A visita do escritor Paulo Eccel à Câmara de Vereadores de Chapecó terminou em polêmica e gerou forte reação de lideranças sindicais nesta terça-feira (19).
📚 Lançamento do livro
Eccel esteve no Legislativo chapecoense para divulgar o livro O Fim da Escala 6×1, obra que debate a redução da jornada de trabalho e os impactos da atual escala sobre trabalhadores e empresas.
Segundo representantes sindicais, o grupo havia solicitado apenas cinco minutos para que o autor pudesse apresentar o conteúdo da obra aos vereadores.
🏛️ Pedido foi feito por vereador
O pedido para abrir uma exceção de cinco minutos foi apresentado pelo vereador Valdemir Stobe, conhecido como Tigrão.
Mesmo com a solicitação feita durante a sessão, o espaço não foi concedido ao escritor.
⚠️ Indignação do sindicato
A decisão provocou indignação da presidente do Siticom, Izelda Terezinha Ouro, que criticou duramente a postura da Câmara e classificou a situação como “antidemocrática”.
🗣️ “Se tiver um voto contra, ele não fala. Isso não é democracia”, afirmou durante entrevista ao Jornal Destaques.
Izelda também acusou a presidência da Câmara de agir com “arrogância” e “prepotência”, questionando a forma como a decisão foi conduzida.

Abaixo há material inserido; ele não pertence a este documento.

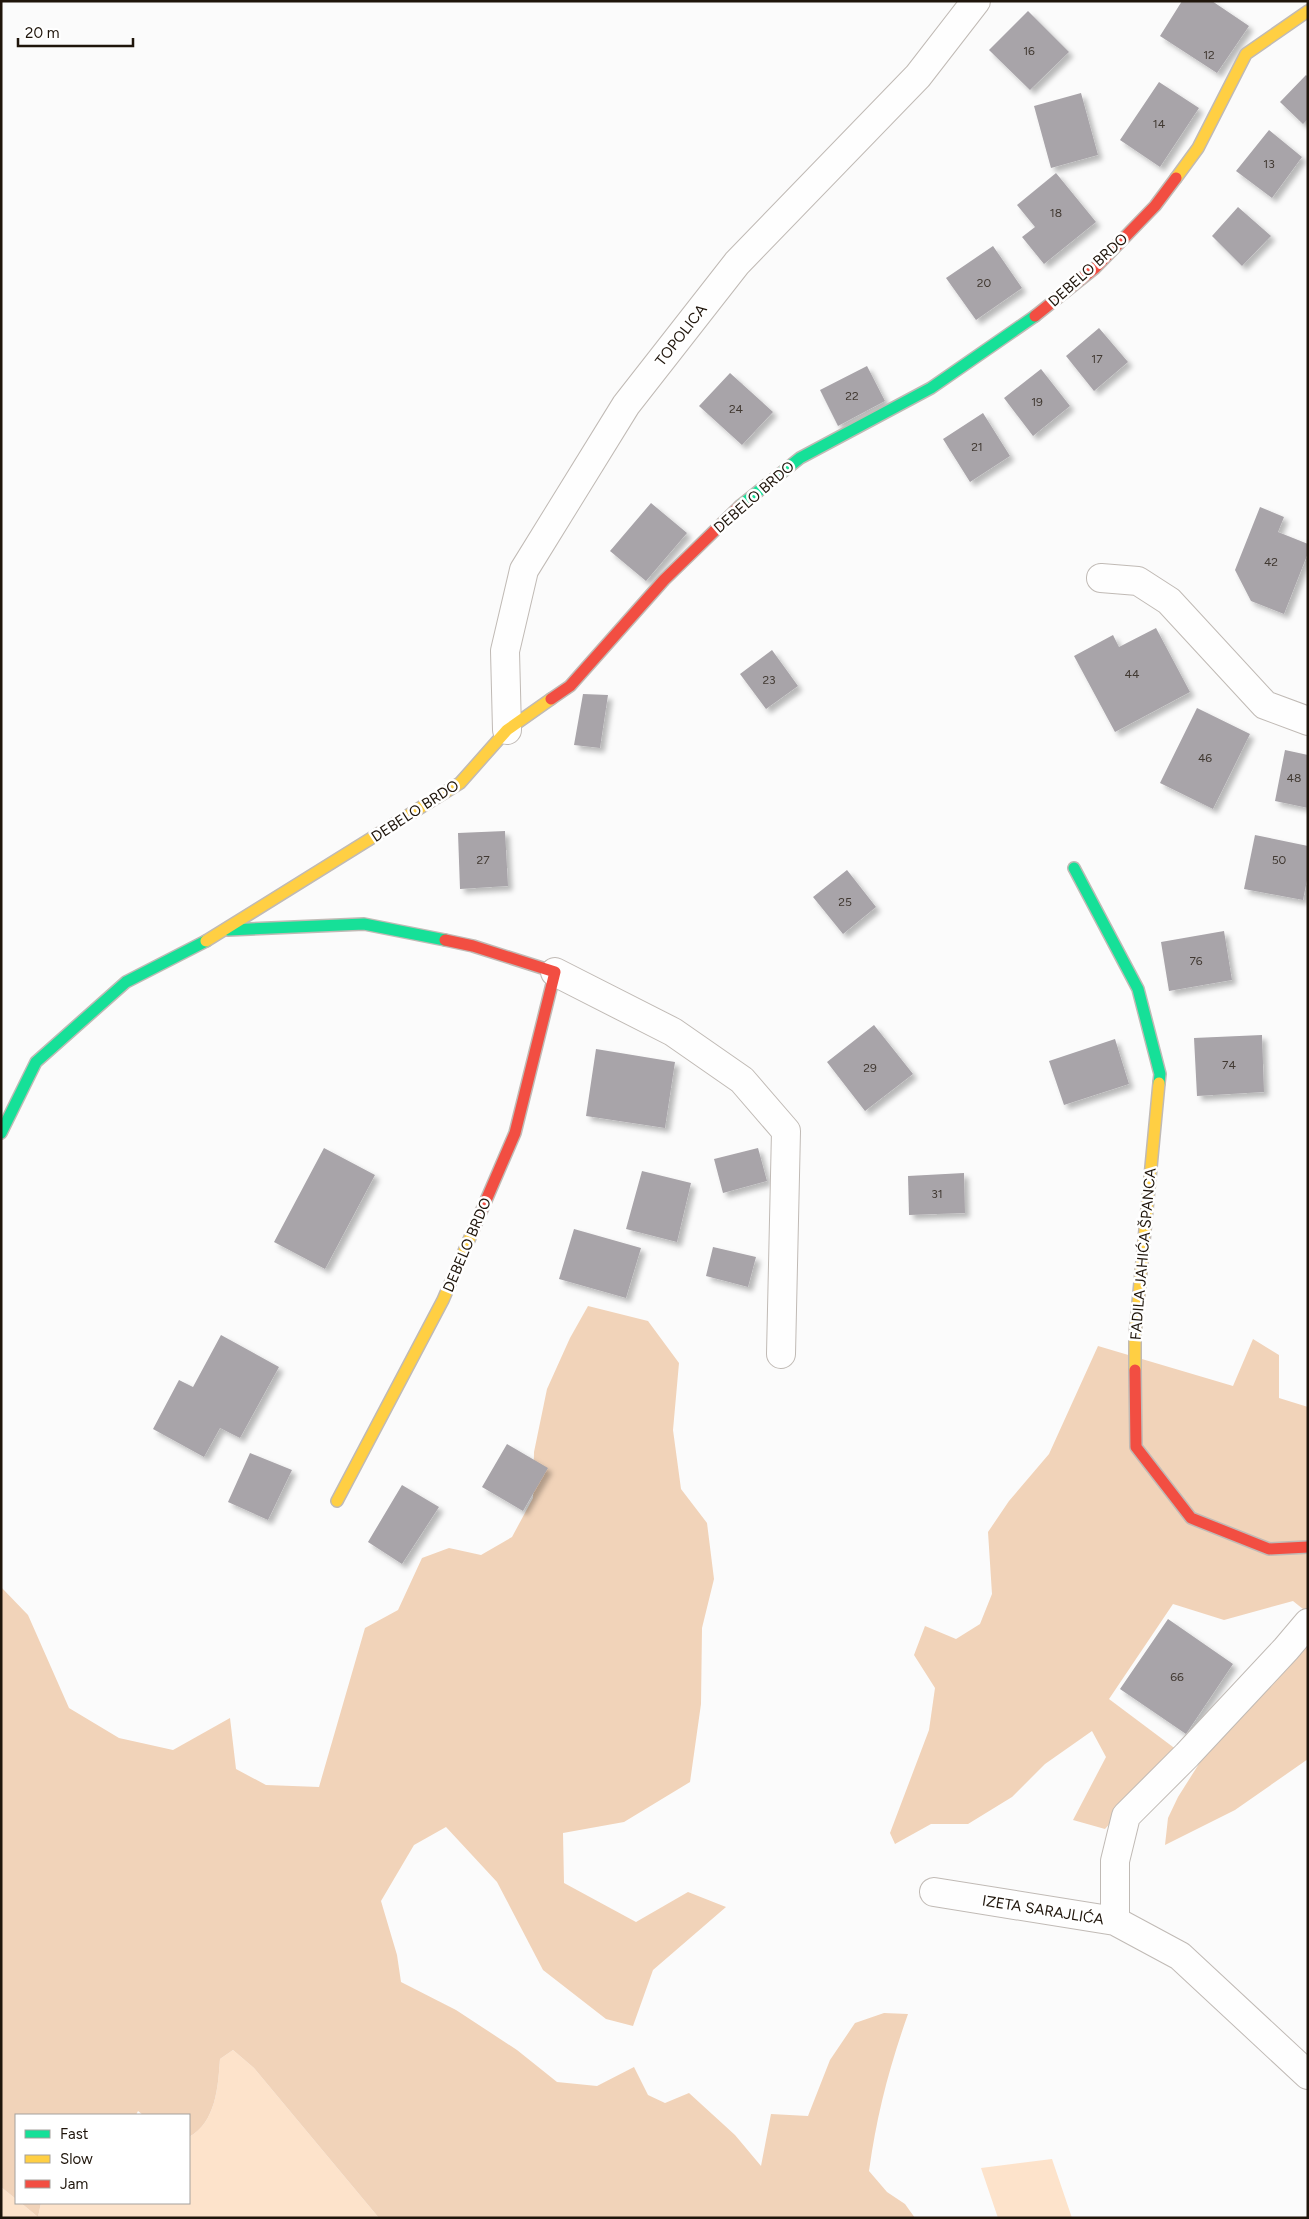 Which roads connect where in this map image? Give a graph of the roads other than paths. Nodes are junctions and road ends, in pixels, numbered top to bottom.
1 (976, 1) edge
2 (1308, 11) edge
3 (1101, 578) dead end
4 (1308, 721) edge
5 (507, 730) junction
6 (1074, 868) dead end
7 (224, 931) junction
8 (555, 972) junction
9 (1, 1134) edge
10 (781, 1354) dead end
11 (338, 1501) dead end
12 (1308, 1547) edge
13 (1308, 1623) edge
14 (934, 1892) dead end
15 (1115, 1921) junction
16 (1308, 2075) edge

1 - 5 street, TOPOLICA
2 - 5 street, DEBELO BRDO
3 - 4 street
5 - 7 street, DEBELO BRDO
6 - 12 street, FADILA JAHIĆA ŠPANCA
7 - 8 street, DEBELO BRDO
7 - 9 street, DEBELO BRDO
8 - 10 street, DEBELO BRDO
8 - 11 street, DEBELO BRDO
13 - 15 street
14 - 15 street, IZETA SARAJLIĆA
15 - 16 street, IZETA SARAJLIĆA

🗣️ “Democracia é decisão pela maioria. O que aconteceu aqui foi completamente errado”, declarou.
🏛️ Defesa do fim da escala 6×1
Durante entrevista, Paulo Eccel defendeu a necessidade de ampliar o debate sobre o fim da escala 6×1 no Brasil.
Segundo ele, os argumentos utilizados atualmente contra a redução da jornada de trabalho são semelhantes aos usados historicamente contra outras conquistas trabalhistas.
🗣️ “Os mesmos argumentos usados hoje contra o fim da escala 6×1 foram usados contra o direito às férias, ao 13º salário e até contra o fim da escravidão”, disse o escritor.
🧠 Saúde mental e produtividade
Eccel também afirmou que, durante os três anos em que atuou como superintendente do Ministério do Trabalho em Santa Catarina, acompanhou o crescimento dos afastamentos de trabalhadores por problemas emocionais e psicológicos.
Para ele, permitir mais tempo de descanso, lazer e convivência familiar traz benefícios tanto para os trabalhadores quanto para as empresas.
🗣️ “Quando o trabalhador vive melhor, ele produz mais. A empresa também ganha”, destacou.
🔥 Repercussão política
O episódio rapidamente repercutiu nos bastidores políticos de Chapecó e aumentou o debate sobre liberdade de manifestação dentro do Legislativo municipal.
Até o momento, a Câmara de Vereadores de Chapecó não havia divulgado posicionamento oficial sobre as críticas feitas pelos sindicalistas.